PROBLEM REQUIREMENTS » Among the lines of the records, find all that carry the word "Calle" and copy them.

-------- INPUT FOR THIS TASK --------

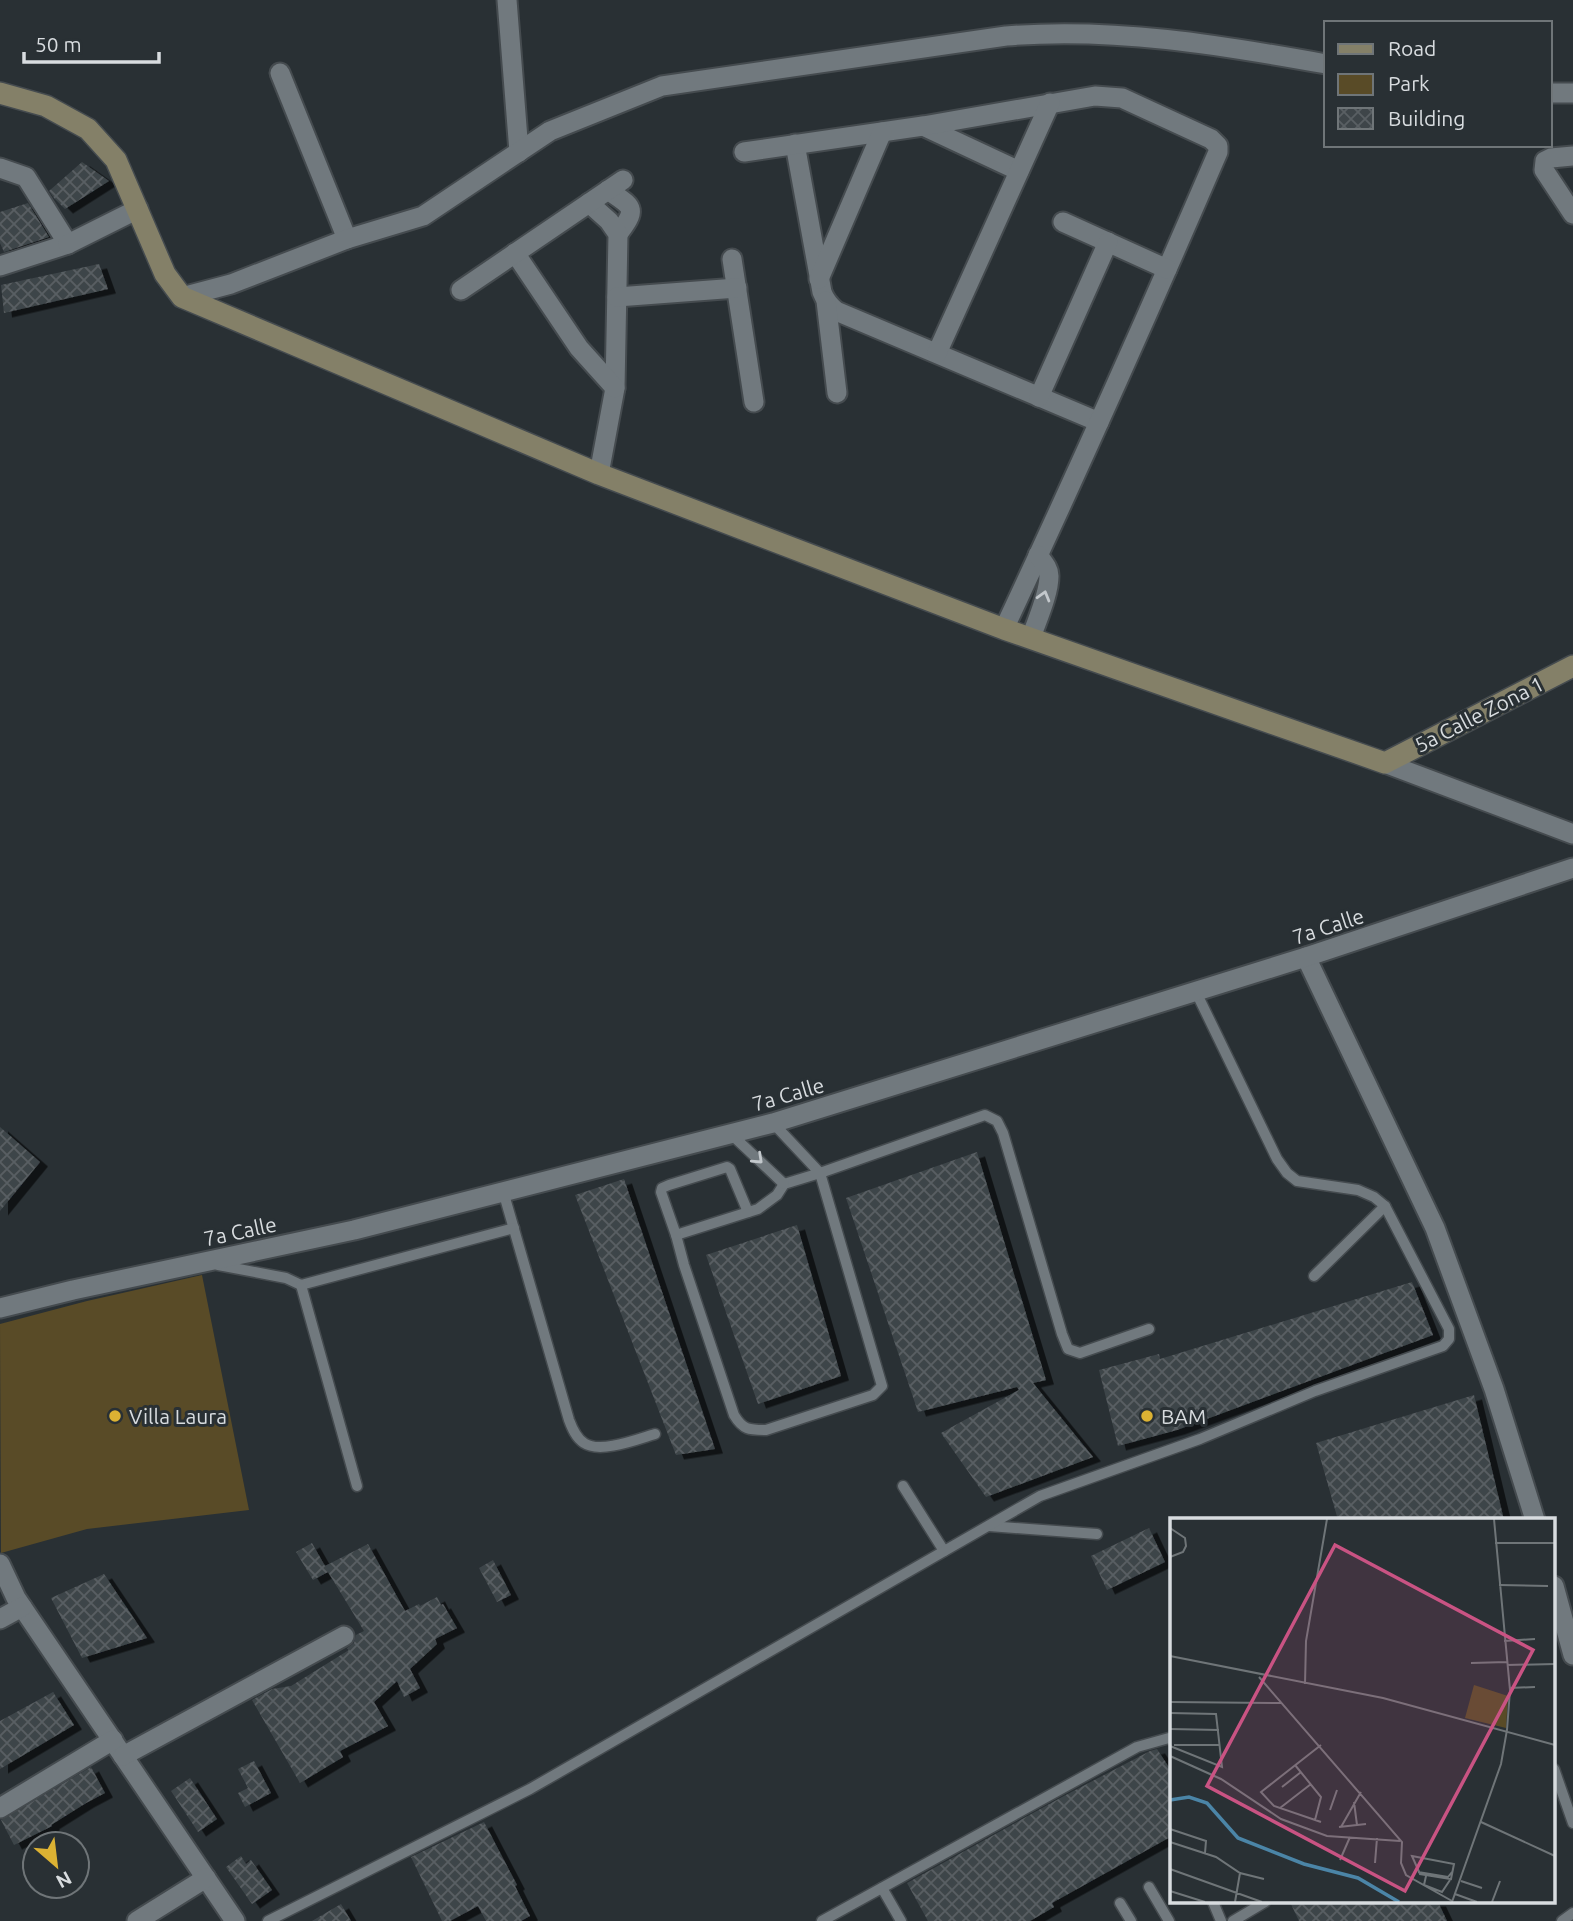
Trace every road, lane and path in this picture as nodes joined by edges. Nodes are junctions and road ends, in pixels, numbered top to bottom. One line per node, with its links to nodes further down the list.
1 (507, 0): 11 (street)
2 (1324, 64): 11 (street)
3 (280, 73): 21 (street)
4 (0, 93): 17 (street)
5 (1552, 93): 6 (street)
6 (1573, 93)
7 (1050, 103): 8 (street); 15 (street); 27 (street)
8 (923, 126): 9 (street); 15 (street)
9 (883, 132): 10 (street); 28 (street)
10 (795, 144): 12 (street); 28 (street)
11 (519, 152): 21 (street)
12 (744, 152)
13 (1573, 156): 18 (street)
14 (0, 168): 23 (street)
15 (1019, 171): 34 (street)
16 (589, 202): 20 (street); 20 (street); 24 (street)
17 (138, 209): 23 (street); 31 (street)
18 (1573, 214)
19 (1063, 222): 22 (street)
20 (618, 234): 32 (street)
21 (347, 239): 31 (street)
22 (1108, 242): 27 (street); 37 (street)
23 (68, 244): 26 (street)
24 (515, 253): 30 (street); 35 (street)
25 (732, 259): 29 (street)
26 (0, 266)
27 (1167, 269): 39 (street)
28 (819, 279): 33 (street)
29 (737, 288): 32 (street); 38 (street)
30 (461, 290)
31 (182, 297): 40 (street)
32 (617, 297): 35 (street)
33 (826, 302): 34 (street); 36 (street)
34 (937, 354): 37 (street)
35 (615, 388): 40 (street)
36 (837, 393)
37 (1039, 397): 39 (street)
38 (754, 402)
39 (1099, 422): 41 (street)
40 (599, 474): 42 (street)
41 (1038, 555): 42 (street); 43 (street, one-way to 41)
42 (1004, 629): 43 (street)
43 (1031, 638): 45 (street)
44 (1573, 666): 45 (street, 5a Calle Zona 1)
45 (1385, 763): 46 (street)
46 (1573, 834)
47 (1573, 868): 48 (street, 7a Calle)
48 (1306, 957): 49 (street, 7a Calle); 67 (street)
49 (1196, 992): 50 (street, 7a Calle); 55 (lane)
50 (773, 1123): 51 (street, 7a Calle); 52 (lane)
51 (731, 1134): 53 (lane, one-way to 53); 54 (street, 7a Calle)
52 (820, 1173): 53 (lane); 58 (lane); 63 (lane)
53 (784, 1184): 56 (lane)
54 (503, 1191): 57 (lane); 59 (street, 7a Calle)
55 (1385, 1206): 60 (lane); 68 (lane)
56 (748, 1212): 58 (lane); 58 (lane)
57 (514, 1228): 61 (lane); 64 (lane)
58 (676, 1235)
59 (204, 1262): 61 (lane); 62 (street, 7a Calle)
60 (1314, 1276)
61 (301, 1284): 65 (lane)
62 (0, 1308)
63 (1150, 1329)
64 (655, 1434)
65 (357, 1486)
66 (903, 1486): 70 (lane)
67 (1534, 1518)
68 (989, 1526): 69 (lane); 70 (lane)
69 (1097, 1534)
70 (944, 1551): 91 (lane)
71 (0, 1564): 73 (street)
72 (1556, 1593): 76 (street)
73 (22, 1607): 74 (street); 78 (street)
74 (0, 1619)
75 (344, 1636): 78 (street)
76 (1573, 1655)
77 (1170, 1739): 84 (lane)
78 (118, 1748): 80 (street); 82 (street)
79 (1556, 1775): 81 (lane)
80 (0, 1808)
81 (1573, 1823)
82 (206, 1878): 89 (street); 90 (street)
83 (1149, 1887): 95 (lane)
84 (882, 1888): 92 (lane); 93 (lane)
85 (1120, 1903): 94 (lane)
86 (1214, 1904): 96 (lane)
87 (1262, 1904): 97 (lane)
88 (1573, 1913): 98 (lane)
89 (136, 1921)
90 (235, 1921)
91 (268, 1921)
92 (822, 1921)
93 (901, 1921)
94 (1131, 1921)
95 (1168, 1921)
96 (1221, 1921)
97 (1233, 1921)
98 (1562, 1921)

--------

ANSWER BOX »
44 (1573, 666): 45 (street, 5a Calle Zona 1)
47 (1573, 868): 48 (street, 7a Calle)
48 (1306, 957): 49 (street, 7a Calle); 67 (street)
49 (1196, 992): 50 (street, 7a Calle); 55 (lane)
50 (773, 1123): 51 (street, 7a Calle); 52 (lane)
51 (731, 1134): 53 (lane, one-way to 53); 54 (street, 7a Calle)
54 (503, 1191): 57 (lane); 59 (street, 7a Calle)
59 (204, 1262): 61 (lane); 62 (street, 7a Calle)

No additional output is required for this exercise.